**YOUR OBJECTIVE:**
Retype every record exactly. Skip the images.

Landmark coordinate records:
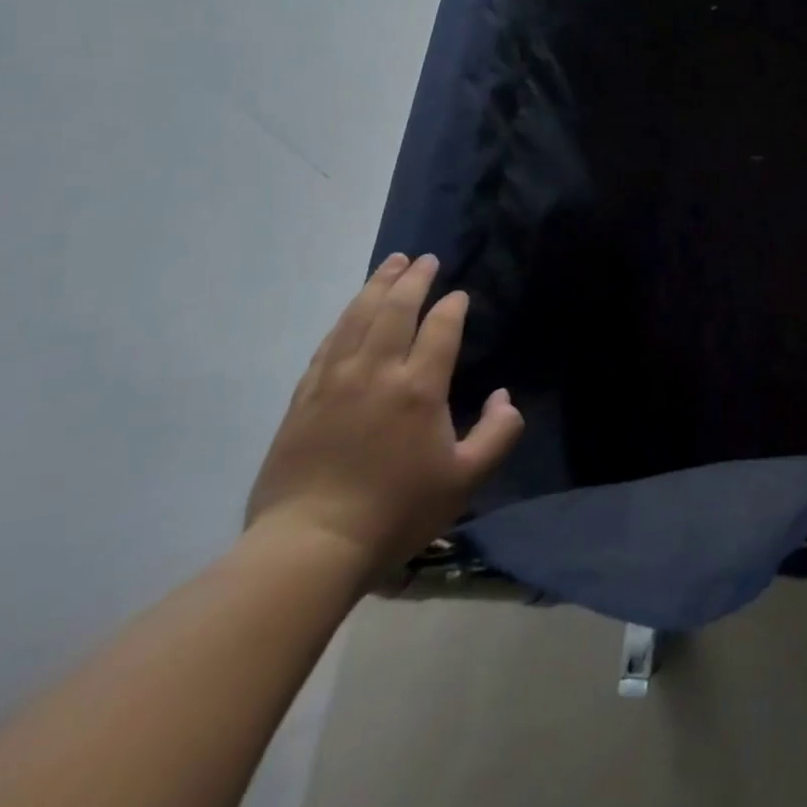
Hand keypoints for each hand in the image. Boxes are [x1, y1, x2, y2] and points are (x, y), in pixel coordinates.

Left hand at [244, 254, 523, 588]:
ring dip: (376, 286)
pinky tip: (352, 311)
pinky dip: (344, 319)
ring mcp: (333, 382)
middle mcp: (376, 372)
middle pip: (395, 310)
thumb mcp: (467, 478)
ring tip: (391, 264)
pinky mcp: (303, 400)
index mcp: (419, 387)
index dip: (453, 306)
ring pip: (357, 318)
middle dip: (413, 279)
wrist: (308, 547)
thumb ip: (499, 432)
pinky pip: (327, 344)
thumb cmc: (396, 511)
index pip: (440, 328)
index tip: (460, 295)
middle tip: (425, 259)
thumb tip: (503, 396)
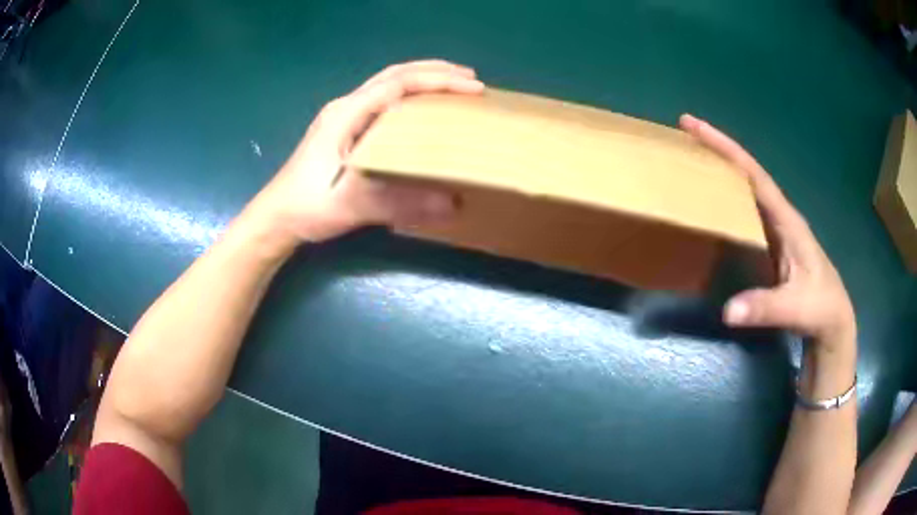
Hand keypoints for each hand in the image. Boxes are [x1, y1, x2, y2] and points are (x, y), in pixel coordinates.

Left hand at [251, 60, 483, 244]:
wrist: (277, 217)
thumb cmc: (308, 206)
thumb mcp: (352, 204)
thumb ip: (400, 202)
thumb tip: (453, 202)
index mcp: (347, 113)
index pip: (399, 84)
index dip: (438, 81)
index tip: (473, 87)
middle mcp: (346, 107)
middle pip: (394, 74)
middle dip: (434, 71)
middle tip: (470, 77)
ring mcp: (343, 116)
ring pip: (387, 84)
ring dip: (421, 79)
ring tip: (453, 85)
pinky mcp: (343, 129)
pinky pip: (382, 100)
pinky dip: (408, 95)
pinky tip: (420, 108)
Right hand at [680, 115, 855, 348]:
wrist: (833, 321)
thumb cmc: (820, 308)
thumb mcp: (796, 309)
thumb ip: (765, 307)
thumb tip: (727, 310)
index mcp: (787, 220)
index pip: (754, 175)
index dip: (726, 149)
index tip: (694, 126)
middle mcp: (780, 216)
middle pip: (747, 173)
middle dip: (718, 150)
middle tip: (684, 134)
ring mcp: (776, 230)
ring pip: (746, 191)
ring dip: (721, 172)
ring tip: (691, 160)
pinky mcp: (772, 243)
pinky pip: (745, 212)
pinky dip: (726, 199)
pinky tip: (712, 202)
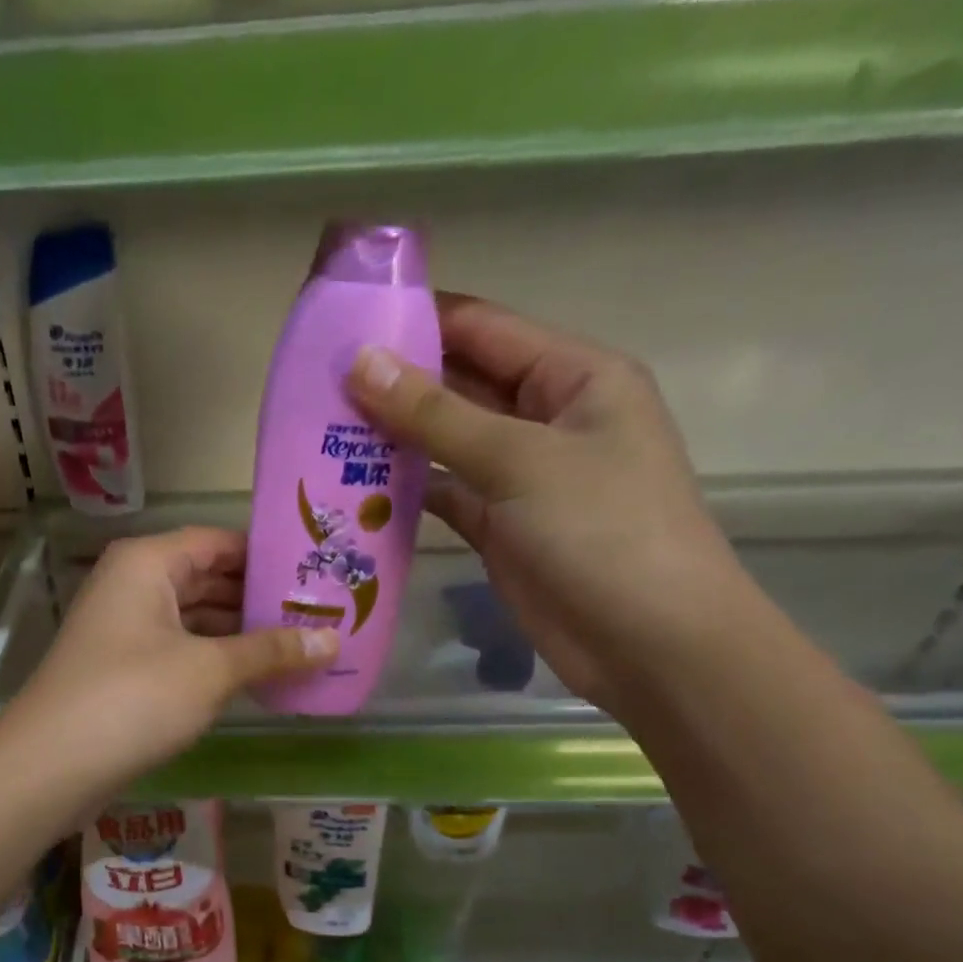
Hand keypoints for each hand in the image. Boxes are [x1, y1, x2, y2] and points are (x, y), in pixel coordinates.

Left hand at [0, 527, 335, 793]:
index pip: (220, 541)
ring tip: (301, 644)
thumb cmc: (134, 698)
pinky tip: (257, 676)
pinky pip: (180, 651)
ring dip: (241, 633)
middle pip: (208, 578)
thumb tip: (334, 641)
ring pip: (194, 618)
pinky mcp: (123, 670)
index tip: (318, 571)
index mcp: (148, 563)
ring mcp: (124, 629)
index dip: (268, 555)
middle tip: (321, 612)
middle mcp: (132, 585)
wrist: (51, 766)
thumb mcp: (210, 670)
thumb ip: (271, 651)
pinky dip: (215, 659)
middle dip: (259, 597)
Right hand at [345, 294, 756, 711]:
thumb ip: (437, 414)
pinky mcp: (498, 528)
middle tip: (316, 384)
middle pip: (460, 384)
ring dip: (393, 440)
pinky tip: (352, 488)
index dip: (417, 320)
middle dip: (396, 383)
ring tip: (321, 431)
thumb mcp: (519, 460)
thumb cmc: (601, 531)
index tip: (344, 323)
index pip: (483, 329)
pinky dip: (404, 493)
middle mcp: (546, 418)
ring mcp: (520, 477)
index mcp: (573, 376)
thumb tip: (362, 363)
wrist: (646, 641)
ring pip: (446, 444)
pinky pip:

**WRITTEN ANSWER:**
Hand keypoints for each hand in the image. Boxes are [x1, y1, x2, y2] and points are (x, y), in pixel coordinates.

Left hand at [244, 254, 523, 588]:
ring dip: (376, 286)
pinky tip: (352, 311)
pinky dip: (344, 319)
ring mcp: (333, 382)
middle mcp: (376, 372)
middle pip: (395, 310)
thumb mcp: (467, 478)
ring tip: (391, 264)
pinky mcp: (303, 400)
index mcp: (419, 387)
index dip: (453, 306)
ring pip: (357, 318)
middle dip: (413, 279)
wrist: (308, 547)
thumb ip: (499, 432)
pinky pip: (327, 344)
thumb cmc: (396, 511)
index pip: (440, 328)
index tip: (460, 295)
middle tip: (425, 259)
thumb tip: (503, 396)
Hand keypoints for each hand in the image. Boxes are [x1, y1, x2, y2] and points are (x, y), in pixel coordinates.

Left hand at [251, 60, 483, 244]:
wrist: (277, 217)
thumb cmc: (308, 206)
thumb mcp: (352, 204)
thumb ip: (400, 202)
thumb tip: (453, 202)
index mcp: (347, 113)
index pip: (399, 84)
index dip: (438, 81)
index tip: (473, 87)
middle mcp: (346, 107)
middle pip: (394, 74)
middle dip: (434, 71)
middle tip: (470, 77)
ring mcp: (343, 116)
ring pip: (387, 84)
ring dip: (421, 79)
ring tip: (453, 85)
pinky mcp: (343, 129)
pinky pip: (382, 100)
pinky dip: (408, 95)
pinky tip: (420, 108)
Right hand at [680, 115, 855, 348]:
wrist: (833, 321)
thumb cmc: (820, 308)
thumb mcp: (796, 309)
thumb ip: (765, 307)
thumb tip: (727, 310)
index mcp: (787, 220)
index pip: (754, 175)
index dip: (726, 149)
index tip: (694, 126)
middle mcp: (780, 216)
middle pip: (747, 173)
middle dip: (718, 150)
middle tip: (684, 134)
ring mcp: (776, 230)
ring pip: (746, 191)
ring dip: (721, 172)
ring tip: (691, 160)
pinky mcp: (772, 243)
pinky pip: (745, 212)
pinky dip: (726, 199)
pinky tip: (712, 202)
Hand keypoints for each hand in the image. Boxes are [x1, y1, x2, y2] and points are (x, y), in pixel coordinates.

Left hand at [0, 527, 335, 793]:
index pip: (220, 541)
ring tip: (301, 644)
thumb cmc: (134, 698)
pinky tip: (257, 676)
pinky pip: (180, 651)
ring dip: (241, 633)
middle pip: (208, 578)
thumb tip: (334, 641)
ring pip: (194, 618)
pinky mcp: (123, 670)
index tip: (318, 571)
index mcp: (148, 563)
ring mcp: (124, 629)
index dip: (268, 555)
middle tip: (321, 612)
middle mcp: (132, 585)
wrist: (51, 766)
thumb mcp: (210, 670)
thumb ip: (271, 651)
pinky dip: (215, 659)
middle dip: (259, 597)
Right hand at [345, 294, 756, 711]:
thumb ip: (437, 414)
pinky mcp: (498, 528)
middle tip: (316, 384)
middle pip: (460, 384)
ring dip: (393, 440)
pinky tip: (352, 488)
index dip: (417, 320)
middle dip: (396, 383)
ring tip: (321, 431)
thumb mcp: (519, 460)
thumb cmc: (601, 531)
index tip: (344, 323)
index pip: (483, 329)
pinky dip: (404, 493)
middle mcp: (546, 418)
ring mcp: (520, 477)
index mcp: (573, 376)
thumb tip: (362, 363)
wrist: (646, 641)
ring pip: (446, 444)
pinky pip:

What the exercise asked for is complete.